What to work on: Could you write the entries out again, exactly as they appear?
Source data below:
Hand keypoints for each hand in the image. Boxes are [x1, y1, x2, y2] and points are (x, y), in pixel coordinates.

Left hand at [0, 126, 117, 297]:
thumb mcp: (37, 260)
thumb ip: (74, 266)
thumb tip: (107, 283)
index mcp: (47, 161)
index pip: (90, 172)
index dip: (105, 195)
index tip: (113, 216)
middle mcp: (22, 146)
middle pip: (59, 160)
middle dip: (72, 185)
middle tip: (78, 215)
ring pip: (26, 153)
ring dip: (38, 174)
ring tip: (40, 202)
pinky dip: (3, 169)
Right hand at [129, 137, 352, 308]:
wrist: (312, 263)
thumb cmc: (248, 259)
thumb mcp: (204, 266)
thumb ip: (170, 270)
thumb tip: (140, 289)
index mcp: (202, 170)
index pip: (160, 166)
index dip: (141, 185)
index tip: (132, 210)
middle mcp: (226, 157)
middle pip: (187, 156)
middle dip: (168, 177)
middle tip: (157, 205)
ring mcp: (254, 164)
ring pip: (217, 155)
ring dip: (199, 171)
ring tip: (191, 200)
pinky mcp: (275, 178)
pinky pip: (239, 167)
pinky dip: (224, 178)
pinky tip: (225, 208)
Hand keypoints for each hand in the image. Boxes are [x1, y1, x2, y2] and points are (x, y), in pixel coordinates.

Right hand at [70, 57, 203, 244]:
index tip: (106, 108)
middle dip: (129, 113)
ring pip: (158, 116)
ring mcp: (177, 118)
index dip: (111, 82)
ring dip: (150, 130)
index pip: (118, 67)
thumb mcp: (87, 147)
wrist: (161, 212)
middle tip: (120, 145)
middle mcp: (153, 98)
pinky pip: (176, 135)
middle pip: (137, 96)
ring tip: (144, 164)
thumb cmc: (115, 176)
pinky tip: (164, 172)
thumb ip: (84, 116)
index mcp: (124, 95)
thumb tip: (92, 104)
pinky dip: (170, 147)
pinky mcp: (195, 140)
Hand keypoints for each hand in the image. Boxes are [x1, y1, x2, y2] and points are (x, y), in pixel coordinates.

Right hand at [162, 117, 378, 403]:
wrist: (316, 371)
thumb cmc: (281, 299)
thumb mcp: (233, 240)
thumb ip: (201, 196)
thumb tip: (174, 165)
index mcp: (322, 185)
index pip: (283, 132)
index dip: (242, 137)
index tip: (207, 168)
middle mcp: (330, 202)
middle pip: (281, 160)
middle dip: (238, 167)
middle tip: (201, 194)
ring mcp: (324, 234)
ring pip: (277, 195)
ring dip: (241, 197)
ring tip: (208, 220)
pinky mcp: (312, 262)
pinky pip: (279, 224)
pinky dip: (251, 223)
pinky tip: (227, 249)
End of Source data.
Task response:
Hand keypoints for each hand in the image. Boxes are [x1, y1, x2, y2] and points are (x, y), in pixel coordinates.

Left hand at [0, 126, 117, 297]:
thumb mcp: (37, 260)
thumb ip: (74, 266)
thumb tip: (107, 283)
index mcp: (47, 161)
index pip: (90, 172)
index dip: (105, 195)
index tip: (113, 216)
middle mcp: (22, 146)
middle pip: (59, 160)
middle dip: (72, 185)
middle tip: (78, 215)
ring pip: (26, 153)
ring dip: (38, 174)
ring tip: (40, 202)
pinky dip: (3, 169)
Right hand at [129, 137, 352, 308]:
wrist: (312, 263)
thumb cmc: (248, 259)
thumb mcp: (204, 266)
thumb ip: (170, 270)
thumb tip: (140, 289)
index mcp: (202, 170)
index pip: (160, 166)
index dip: (141, 185)
index tip: (132, 210)
middle mcp: (226, 157)
middle pip: (187, 156)
middle dip: (168, 177)
middle tip: (157, 205)
ring mcp: (254, 164)
ring pip: (217, 155)
ring dip: (199, 171)
ring tip: (191, 200)
pinky mcp: (275, 178)
pinky pip: (239, 167)
pinky dip: (224, 178)
pinky tip: (225, 208)
Hand keypoints for each hand in the image. Boxes are [x1, y1, x2, y2] and points are (x, y), in pixel coordinates.

Right hand at [70, 57, 203, 244]:
index tip: (106, 108)
middle dip: (129, 113)
ring pip: (158, 116)
ring mcp: (177, 118)
index dip: (111, 82)
ring dip: (150, 130)
index pip: (118, 67)
thumb mcp: (87, 147)
wrist: (161, 212)
middle tip: (120, 145)
middle mcp: (153, 98)
pinky pip: (176, 135)
middle pip: (137, 96)
ring tip: (144, 164)
thumb cmc: (115, 176)
pinky tip: (164, 172)
thumb ip: (84, 116)
index mcp: (124, 95)
thumb tip: (92, 104)
pinky dip: (170, 147)
pinky mcp: (195, 140)
Hand keypoints for each hand in the image. Boxes are [x1, y1, x2, y2] and points are (x, y), in pixel coordinates.

Right hand at [162, 117, 378, 403]:
wrist: (316, 371)
thumb cmc: (281, 299)
thumb mcp: (233, 240)
thumb ip: (201, 196)
thumb tip: (174, 165)
index mcp: (322, 185)
index pip: (283, 132)
index dip: (242, 137)
index tip: (207, 168)
middle mcp: (330, 202)
middle pip: (281, 160)
middle dip: (238, 167)
middle tip: (201, 194)
ring mcp: (324, 234)
ring pip: (277, 195)
ring dip: (241, 197)
ring tip: (208, 220)
pinky mcp: (312, 262)
pinky pip: (279, 224)
pinky dip: (251, 223)
pinky tip: (227, 249)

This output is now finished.